Canadian pensioners now have as much as $81,500 in Tax-Free Savings Account (TFSA) contribution room they can use to generate reliable and growing tax-free income that won’t put their Old Age Security (OAS) pension payments at risk of a clawback.
TFSA benefit for seniors
The TFSA is a great investing tool for all Canadians over the age of 18, but the growth of the TFSA limit each year particularly helps high-income retirees who are receiving OAS payments.
Why?
TFSA income is not taxed or used by the CRA to calculate net world income when determining the OAS pension recovery tax, otherwise known as the OAS clawback.
Company pensions, Canada Pension Plan (CPP) payments, OAS, Registered Retirement Investment Fund (RRIF) payments, employment income, and income from investments held in taxable accounts all get added to the net world income total. As a result, it doesn’t take long for a retiree with a decent work pension to hit the OAS clawback threshold. In the 2022 income year, the number to watch is $81,761. Each dollar of net world income above that amount triggers a 15-cent reduction in the July 2023 to June 2024 OAS payment period.
This means someone with net world income of $91,761 in 2022 would see their total OAS reduced by $1,500 next year. That’s a big hit.

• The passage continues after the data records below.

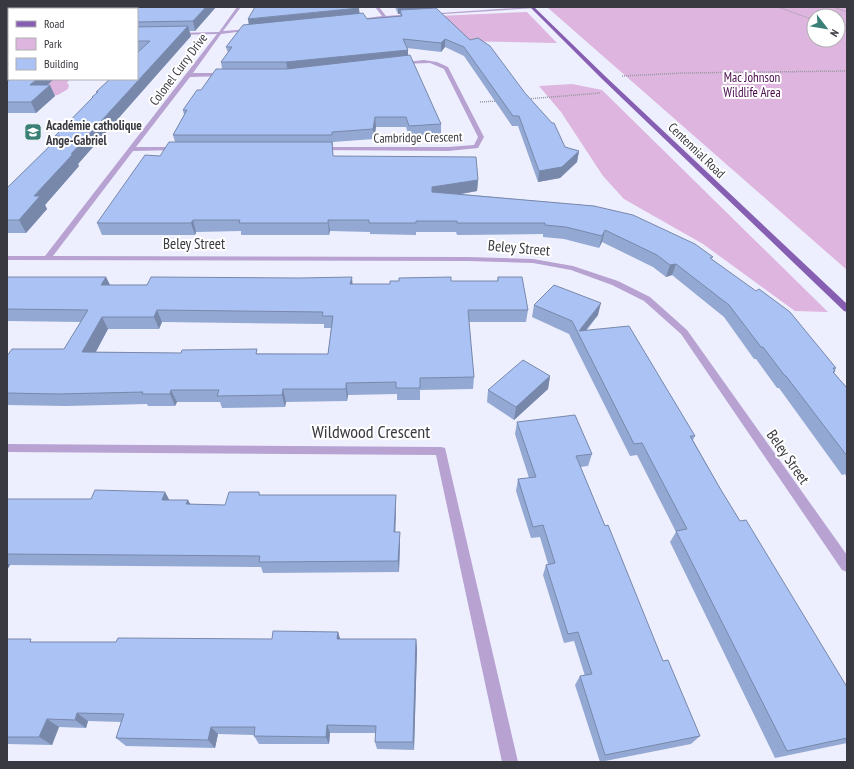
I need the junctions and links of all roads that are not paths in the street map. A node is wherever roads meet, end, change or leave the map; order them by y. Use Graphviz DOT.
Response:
graph roads {
  1 [pos="239,7"];
  2 [pos="377,7"];
  3 [pos="533,7"];
  4 [pos="424,14"];
  5 [pos="416,15"];
  6 [pos="385,17"];
  7 [pos="345,21"];
  8 [pos="259,30"];
  9 [pos="220,33"];
  10 [pos="172,34"];
  11 [pos="390,64"];
  12 [pos="189,75"];
  13 [pos="234,75"];
  14 [pos="132,149"];
  15 [pos="184,149"];
  16 [pos="315,149"];
  17 [pos="7,258"];
  18 [pos="47,258"];
  19 [pos="847,309"];
  20 [pos="7,448"];
  21 [pos="847,566"];
  22 [pos="510,762"];
  1 -- 9 [label="street, Colonel Curry Drive"];
  2 -- 6 [label="street"];
  3 -- 4 [label="street"];
  3 -- 19 [label="main road, Centennial Road"];
  5 -- 6 [label="street"];
  6 -- 7 [label="street"];
  8 -- 9 [label="street"];
  9 -- 10 [label="street"];
  9 -- 12 [label="street, Colonel Curry Drive"];
  11 -- 16 [label="street, Cambridge Crescent"];
  12 -- 13 [label="street"];
  12 -- 14 [label="street, Colonel Curry Drive"];
  14 -- 15 [label="street"];
  14 -- 18 [label="street, Colonel Curry Drive"];
  17 -- 18 [label="street, Beley Street"];
  18 -- 21 [label="street, Beley Street"];
  20 -- 22 [label="street, Wildwood Crescent"];
}
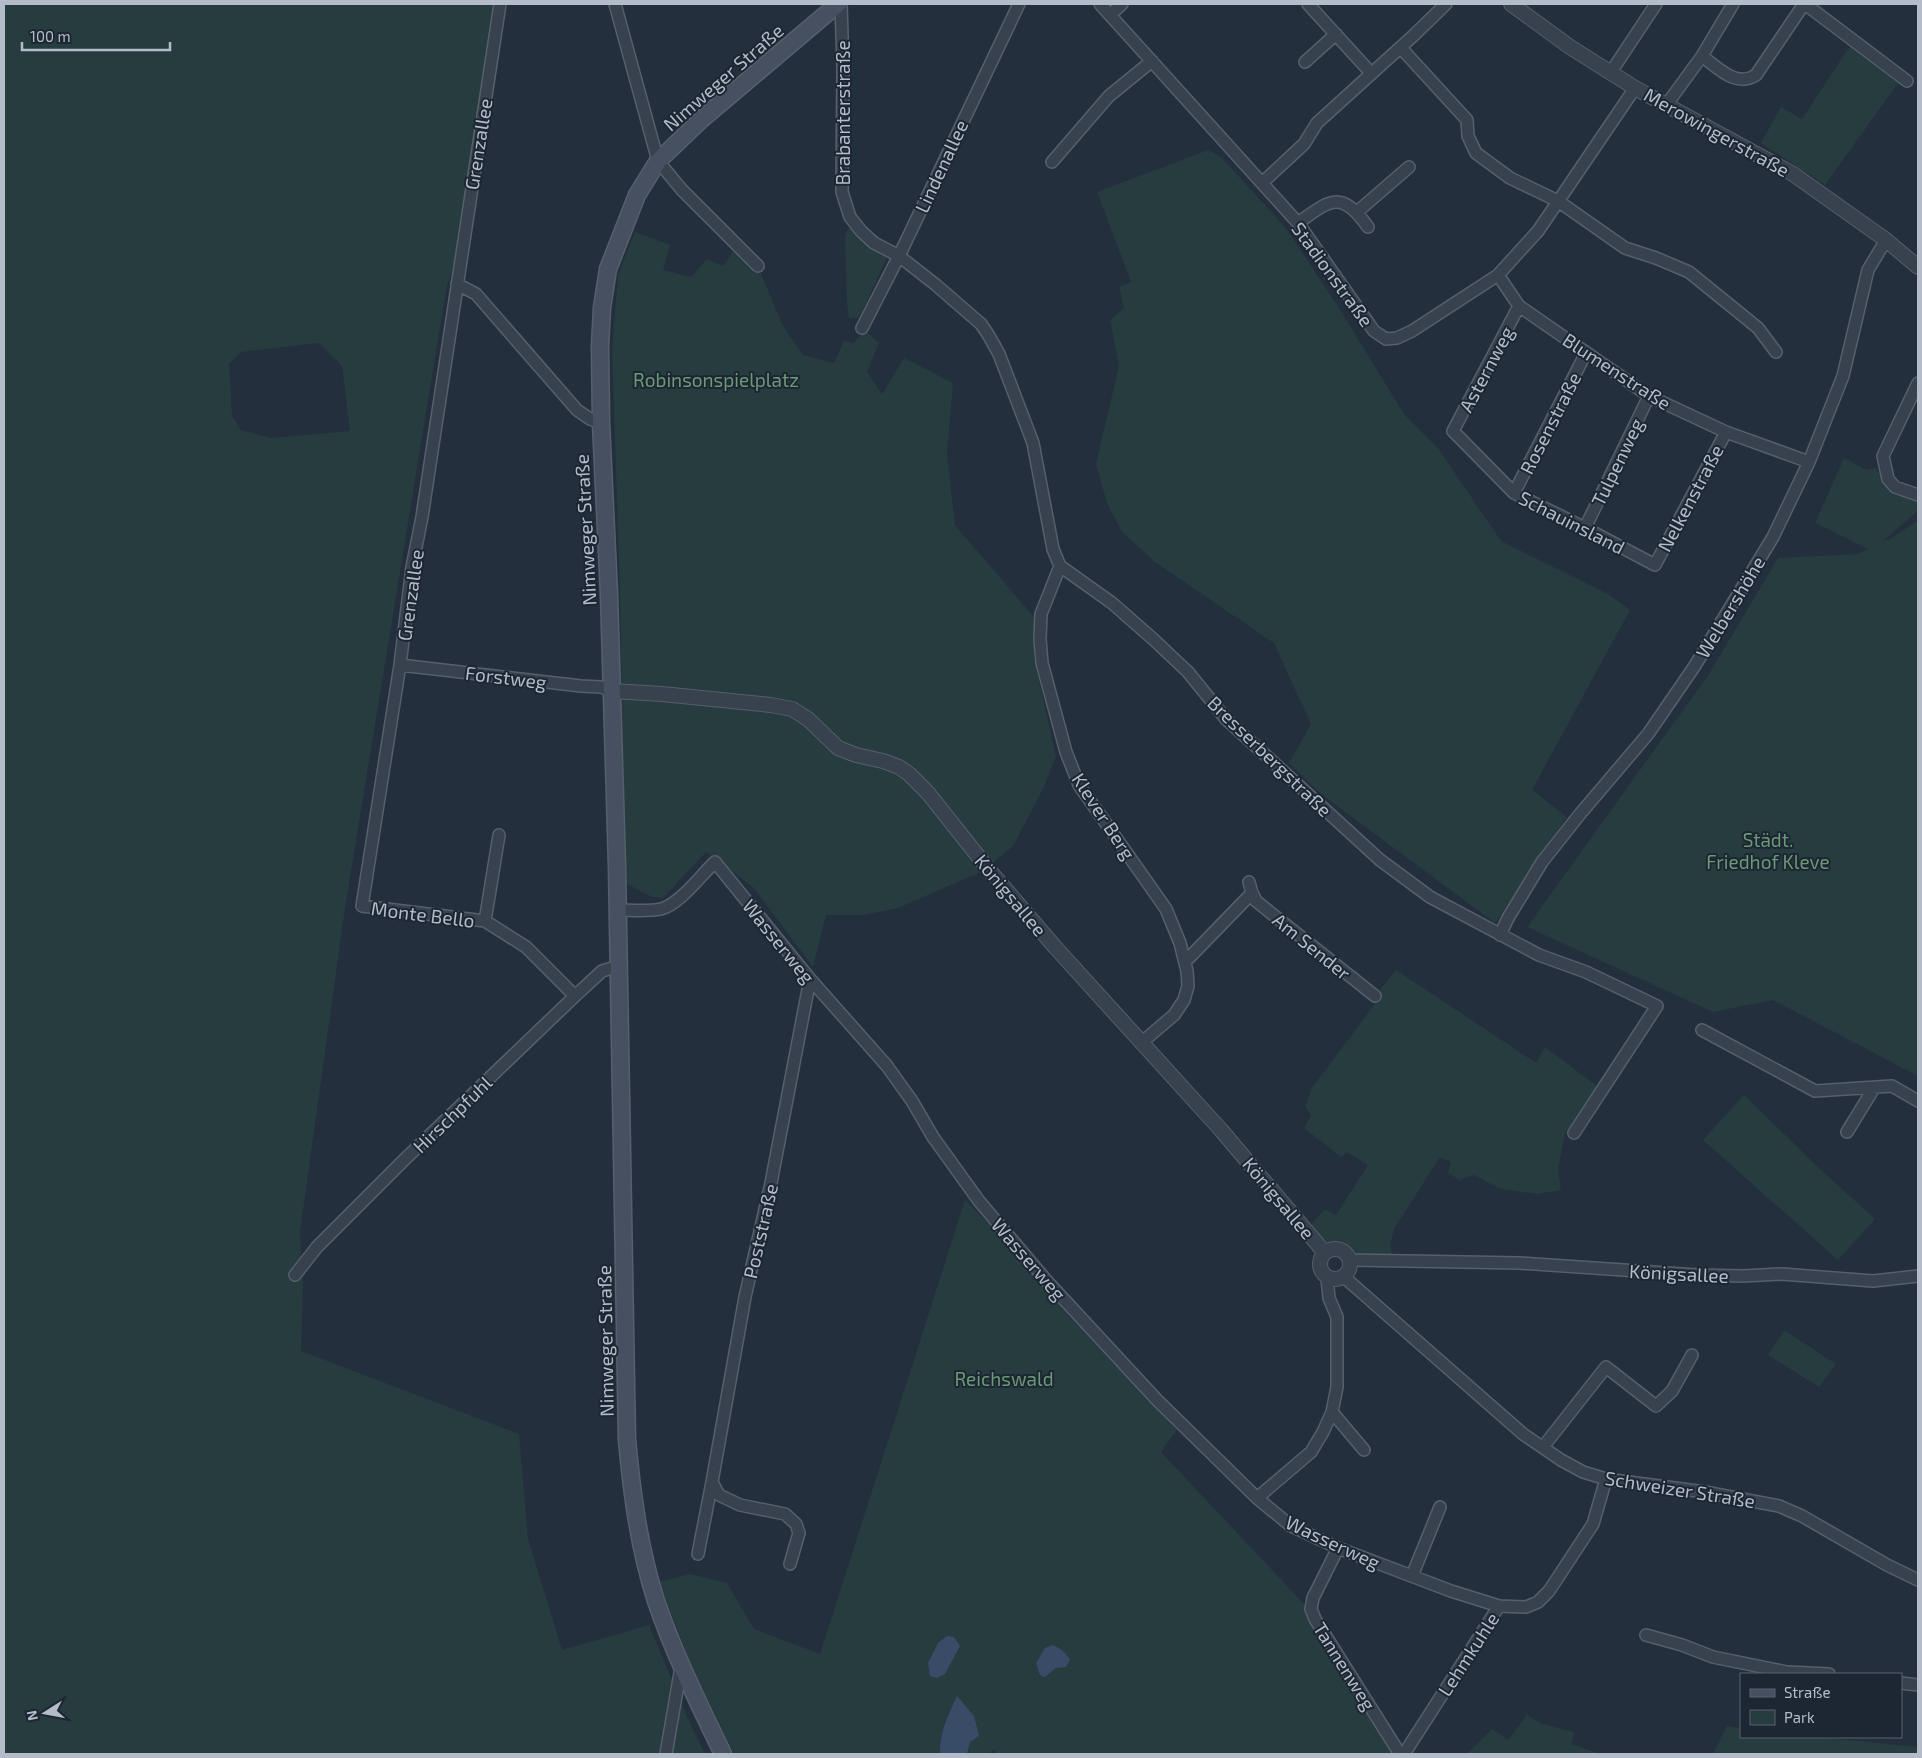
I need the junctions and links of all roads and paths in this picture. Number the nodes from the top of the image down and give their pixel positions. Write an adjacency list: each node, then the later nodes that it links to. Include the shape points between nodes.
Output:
1 (500, 4): 37 (street, Grenzallee)
2 (615, 4): 24 (street)
3 (839, 4): 24 (main road, Nimweger Straße, via 702,119); 33 (street, Brabanterstraße, via 843,68 842,192 850,217 861,231 874,243)
4 (1019, 4): 33 (street, Lindenallee)
5 (1100, 4): 13 (street, Stadionstraße)
6 (1122, 4): 13 (street)
7 (1446, 4): 15 (street)
8 (1511, 4): 19 (street, Merowingerstraße)
9 (1656, 4): 19 (street)
10 (1733, 4): 16 (street)
11 (1805, 4): 16 (street, via 1756,75 1747,81 1734,79); 21 (street)
12 (1314, 6): 14 (street)
13 (1110, 15): 17 (street, Stadionstraße)
14 (1336, 34): 18 (street); 20 (street)
15 (1401, 48): 20 (street); 28 (street, via 1467,120 1468,136 1476,153 1510,178)
16 (1702, 56): 23 (street)
17 (1152, 61): 25 (street, via 1109,96); 27 (street, Stadionstraße)
18 (1305, 62)
19 (1611, 72): 22 (street, Merowingerstraße)
20 (1371, 74): 27 (street, via 1317,123 1304,144)
21 (1907, 81)
22 (1635, 88): 23 (street, Merowingerstraße); 28 (street, Stadionstraße)
23 (1667, 104): 32 (street, Merowingerstraße, via 1793,174)
24 (658, 161): 34 (street, via 682,190); 44 (main road, Nimweger Straße, via 637,194 608,269 600,346)
25 (1052, 162)
26 (1409, 167): 29 (street)
27 (1262, 183): 30 (street, Stadionstraße)
28 (1558, 200): 36 (street, Stadionstraße, via 1538,231); 40 (street, via 1625,248 1689,272 1758,328)
29 (1357, 212): 30 (street, via 1336,201 1324,204); 31 (street)
30 (1298, 223): 36 (street, Stadionstraße, via 1374,331 1386,339 1412,331)
31 (1368, 227)
32 (1886, 240): 35 (street, Merowingerstraße); 47 (street, Welbershöhe, via 1868,270 1843,376)
33 (899, 256): 39 (street, Lindenallee); 52 (street, via 981,324 999,354 1033,443 1053,549)
34 (758, 266)
35 (1918, 267)
36 (1498, 275): 38 (street, Blumenstraße)
37 (457, 284): 44 (street, via 476,294 577,410); 53 (street, Grenzallee, via 412,567)
38 (1519, 306): 41 (street, Blumenstraße); 45 (street, Asternweg)
39 (862, 328)
40 (1776, 352)
41 (1586, 353): 43 (street, Blumenstraße); 48 (street, Rosenstraße)
42 (1918, 383): 49 (street, via 1882,456 1888,479 1895,487)
43 (1649, 396): 46 (street, Blumenstraße); 50 (street, Tulpenweg)
44 (601, 423): 54 (main road, Nimweger Straße)
45 (1453, 431): 48 (street, Schauinsland)
46 (1726, 432): 47 (street, Blumenstraße); 51 (street, Nelkenstraße)
47 (1809, 462): 59 (street, Welbershöhe, via 1773,537 1694,667 1648,734 1542,862)
48 (1514, 493): 50 (street, Schauinsland)
49 (1918, 495)
50 (1585, 528): 51 (street, Schauinsland)
51 (1655, 564)
52 (1060, 566): 59 (street, Bresserbergstraße, via 1112,603 1160,646 1188,672 1226,719 1380,860 1430,898); 60 (street, Klever Berg, via 1041,614 1040,639 1042,663 1066,752 1079,785 1166,909)
53 (400, 665): 54 (street, Forstweg, via 601,687); 56 (street, Grenzallee)
54 (612, 691): 57 (main road, Nimweger Straße); 66 (street, Königsallee, via 792,709 808,719 838,748 899,767 921,785 989,870)
55 (499, 835): 58 (street, Monte Bello)
56 (362, 906): 58 (street, Monte Bello)
57 (617, 910): 61 (main road, Nimweger Straße); 62 (street, Wasserweg, via 668,906 715,862)
58 (485, 922): 63 (street, Monte Bello, via 526,947)
59 (1500, 936): 70 (street, Bresserbergstraße, via 1657,1006)
60 (1185, 962): 64 (street, Am Sender, via 1250,888 1256,901); 66 (street, Klever Berg, via 1188,986 1184,1000 1174,1015)
61 (618, 966): 63 (street, Hirschpfuhl, via 602,971); 92 (main road, Nimweger Straße, via 626,1430 631,1490 656,1601)
62 (810, 979): 82 (street, Poststraße, via 771,1187 743,1306); 83 (street, Wasserweg, via 887,1066 980,1201 1046,1280 1157,1400)
63 (575, 996): 73 (street, Hirschpfuhl, via 406,1158 318,1247)
64 (1375, 996)
65 (1702, 1030): 67 (street, via 1814,1091)
66 (1142, 1043): 71 (street, Königsallee)
67 (1874, 1088): 68 (street, via 1892,1086); 69 (street)
68 (1918, 1101)
69 (1847, 1132)
70 (1574, 1133)
71 (1325, 1253): 72 (street, Königsallee, via 1342,1250); 76 (street, Königsallee, via 1320,1268)
72 (1350, 1260): 74 (street, Königsallee, via 1519,1263 1697,1275 1782,1274 1873,1281); 75 (street, via 1350,1268)
73 (295, 1275)
74 (1918, 1276)
75 (1344, 1277): 76 (street, via 1338,1280); 79 (street, Schweizer Straße)
76 (1327, 1278): 78 (street, via 1329,1298 1337,1317 1337,1387)
77 (1692, 1355): 79 (street, via 1672,1391 1656,1406 1606,1367)
78 (1332, 1412): 80 (street); 83 (street, via 1311,1452)
79 (1543, 1448): 81 (street, Schweizer Straße, via 1576,1468)
80 (1364, 1450)
81 (1606, 1480): 89 (street, Schweizer Straße, via 1705,1492 1780,1506); 90 (street, Lehmkuhle, via 1593,1524 1550,1591 1526,1608)
82 (712, 1482): 86 (street, Poststraße); 87 (street, via 719,1494 740,1505 785,1514 796,1524 799,1533)
83 (1256, 1498): 85 (street, Wasserweg, via 1290,1526)
84 (1440, 1507): 88 (street)
85 (1338, 1548): 88 (street, Wasserweg); 98 (street, Tannenweg, via 1313,1598 1311,1609)
86 (698, 1554)
87 (790, 1564)
88 (1412, 1576): 90 (street, Wasserweg)
89 (1918, 1580)
90 (1499, 1606): 98 (street, Lehmkuhle)
91 (1646, 1635): 93 (street, via 1721,1659)
92 (681, 1667): 96 (street); 97 (main road, Nimweger Straße)
93 (1808, 1673)
94 (1902, 1682): 95 (street)
95 (1918, 1684)
96 (666, 1754)
97 (723, 1754)
98 (1402, 1754)

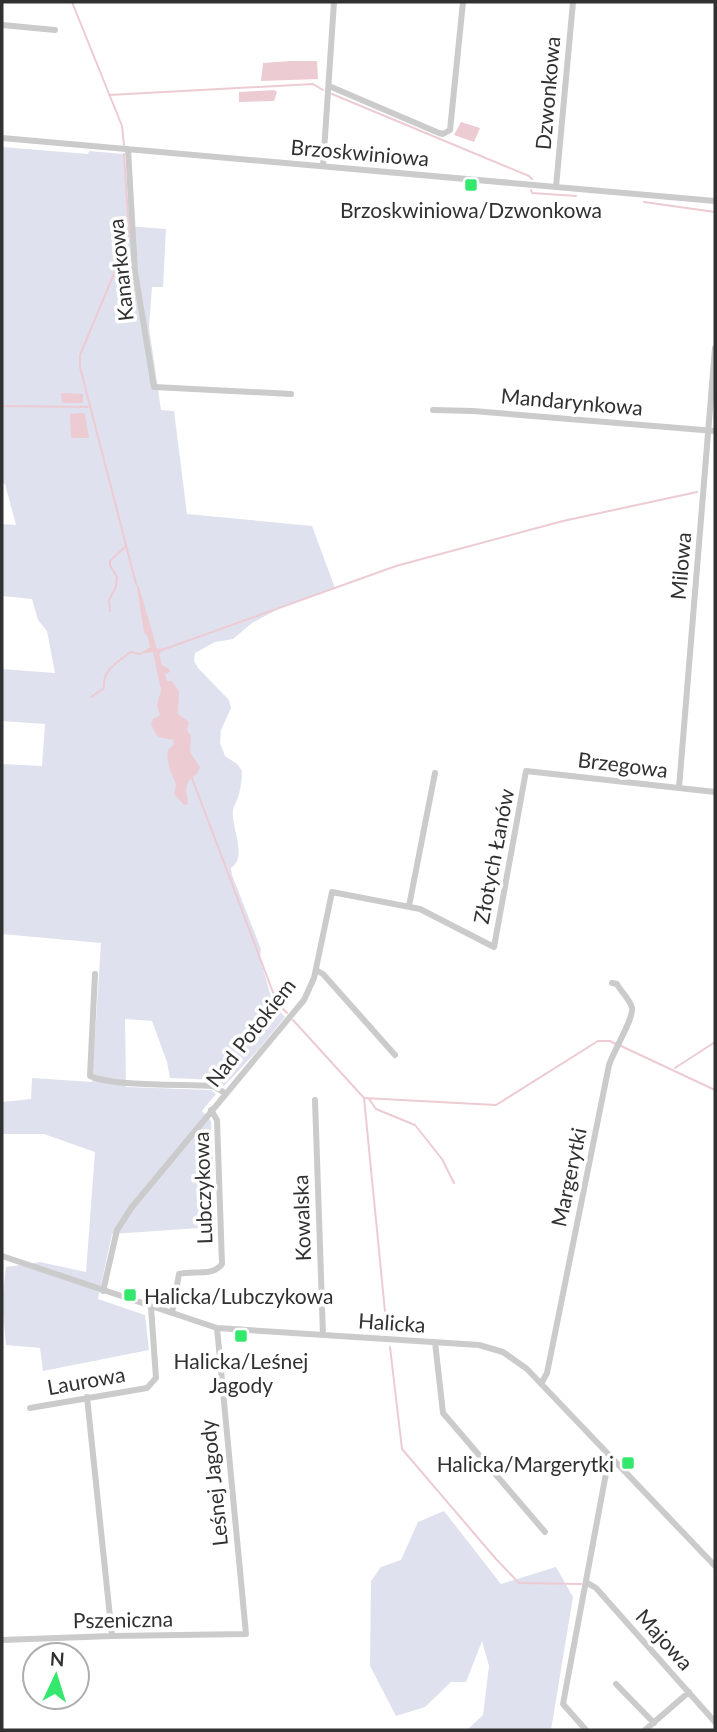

Taking full advantage of the TFSA contribution space is one way to avoid or at least minimize the OAS clawback.
Guaranteed Investment Certificate (GIC) rates are getting better, but buy-and-hold investors should still consider top dividend-growth stocks for TFSA passive income. The best dividend stocks deliver payout increases each year. This slowly raises the return on the initial investment. Dips in the share price can be used to add to the position. Top dividend stocks tend to see their share prices rise over the long haul.
Enbridge
Enbridge (TSX:ENB)(NYSE:ENB) currently offers a 6% dividend yield. That’s comfortably above the 5-year GIC rate of about 4.6% being offered by the big banks. Enbridge increased the dividend in each of the past 27 years, and investors should see the payout continue to grow by 3-5% per year over the medium term, supported by the $13 billion capital program.
Enbridge is benefitting from the rebound in the energy sector. The company moves 30% of the oil produced in Canada and the United States and is investing in terminals and new pipeline infrastructure to take advantage of growing international demand for North American oil and natural gas.
Enbridge spent US$3 billion last year to buy an oil export terminal in Texas. In addition, management recently reached a deal to take a 30% stake in the $5.1 billion Woodfibre liquified natural gas (LNG) project in British Columbia. LNG facilities cool natural gas to the point where is becomes liquid and can be put on ships and sent to foreign buyers. International natural gas prices are much higher than the price of the fuel in the domestic market and global natural gas demand is on the rise, as Europe seeks suppliers to replace Russia and utilities in Asia switch from coal and oil to natural gas to produce power.
Enbridge is a good stock to buy if you want exposure to the energy recovery without taking on the direct commodity risks associated with owning shares of the producers.
The bottom line on top TSX stocks to buy for passive income
Enbridge is just one example of a top TSX dividend stock that TFSA investors can buy today for reliable passive income. In fact, the market pullback is giving retirees a chance to build a portfolio of top Canadian dividend stocks that would quite easily produce an average yield of at least 5.5%.
This would generate $4,482.50 per year on a TFSA worth $81,500. That’s more than $373.50 per month in tax-free passive income that won’t put your OAS at risk of a clawback.